Imagine everyone having equal access to information online. That’s the power of website accessibility! It ensures your website is usable by everyone, including those with disabilities.

Accessibility audits are more than just doing the right thing. They unlock benefits like reaching a broader audience (think millions of potential customers!), improving user experience for everyone, and even boosting your SEO. Plus, depending on your location, they might be legally required.

This beginner-friendly guide will equip you with the tools and knowledge to conduct your own website accessibility audit. Let’s build a more inclusive online world, one website at a time!

Understanding Web Content Accessibility Guidelines (WCAG)

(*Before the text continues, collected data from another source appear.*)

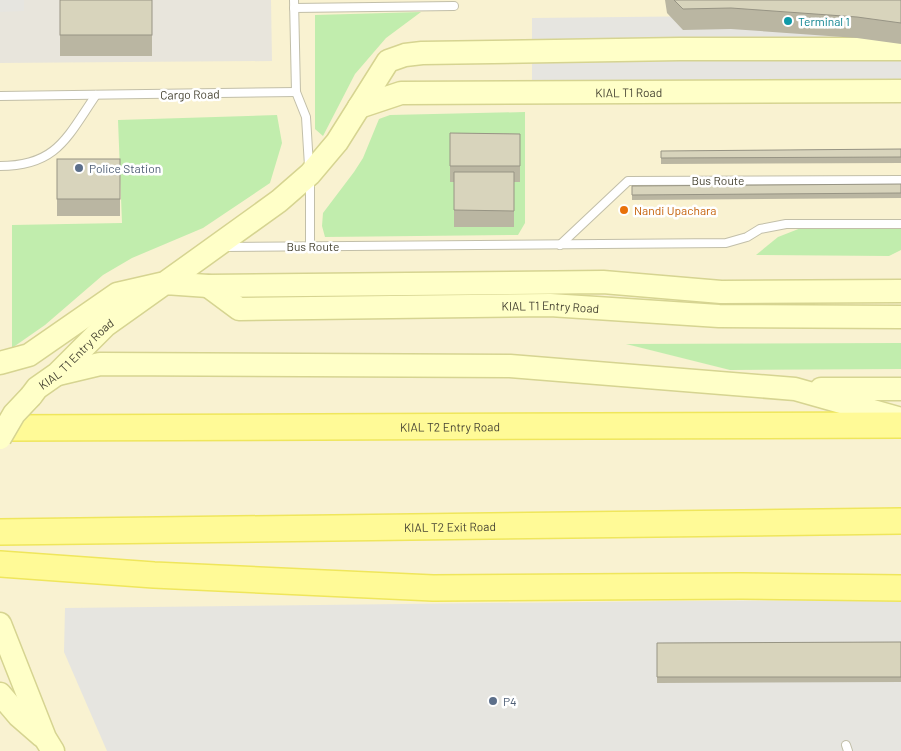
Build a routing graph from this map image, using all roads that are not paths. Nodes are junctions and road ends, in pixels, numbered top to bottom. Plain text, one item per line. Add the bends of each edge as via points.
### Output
1 (294, 4) edge
2 (454, 6) dead end
3 (901, 48) edge
4 (296, 92) junction
5 (901, 92) edge
6 (96, 95) junction
7 (0, 96) edge
8 (359, 107) junction
9 (0, 166) edge
10 (310, 174) junction
11 (901, 180) edge
12 (901, 224) edge
13 (560, 245) junction
14 (310, 246) junction
15 (216, 247) junction
16 (165, 283) junction
17 (208, 286) junction
18 (901, 291) edge
19 (901, 317) edge
20 (0, 363) edge
21 (57, 374) junction
22 (795, 389) junction
23 (901, 389) edge
24 (901, 419) edge
25 (901, 425) edge
26 (0, 428) edge
27 (0, 438) edge
28 (901, 521) edge
29 (0, 532) edge
30 (0, 564) edge
31 (901, 588) edge
32 (0, 624) edge
33 (0, 694) edge
34 (49, 744) edge

1 - 2 lane
1 - 4 lane
3 - 8 main road, KIAL T1 Entry Road via 405,55 388,61
4 - 6 lane, Cargo Road
4 - 10 lane via 306,117
5 - 8 main road, KIAL T1 Road via 401,93
6 - 7 lane, Cargo Road
6 - 9 lane via 62,144 43,159 16,166
8 - 10 main road, KIAL T1 Entry Road via 337,142
10 - 14 lane
10 - 15 main road, KIAL T1 Entry Road
11 - 13 lane, Bus Route via 628,180
12 - 13 lane, Bus Route via 786,224 760,229 726,243
13 - 14 lane, Bus Route
14 - 15 lane, Bus Route
15 - 16 main road, KIAL T1 Entry Road
16 - 17 main road, KIAL T1 Entry Road
16 - 20 main road, KIAL T1 Entry Road via 116,294 29,355
16 - 21 main road, KIAL T1 Entry Road via 106,325
17 - 18 main road, KIAL T1 Entry Road via 603,282 721,292
17 - 19 main road, KIAL T1 Entry Road via 239,309 550,305 719,316
21 - 22 main road via 100,364 510,366
21 - 27 main road, KIAL T1 Entry Road, bridge via 37,388 14,414
22 - 23 main road
22 - 24 main road
25 - 26 main road, KIAL T2 Entry Road
28 - 29 main road, KIAL T2 Exit Road
30 - 31 main road via 433,588
32 - 34 main road
33 - 34 main road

The WCAG are the international standard for website accessibility, developed by the World Wide Web Consortium (W3C). They are a roadmap for creating websites that everyone can use. WCAG outlines a variety of success criteria that address different aspects of accessibility, such as keyboard navigation, screen reader compatibility, and clear visuals.

WCAG comes in three compliance levels: A, AA, and AAA. A represents the most basic level of accessibility, while AAA represents the most comprehensive. These principles focus on four principles. WCAG states your website must always be:

  • Perceivable
  • Operable
  • Understandable
  • Robust
Structure of WCAG

Image source: Open Classrooms

For beginners, achieving a solid foundation in WCAG compliance is a great first step. This guide will focus on core WCAG principles that will improve the accessibility of your website. As you become more familiar with accessibility best practices, you can explore achieving higher WCAG conformance levels.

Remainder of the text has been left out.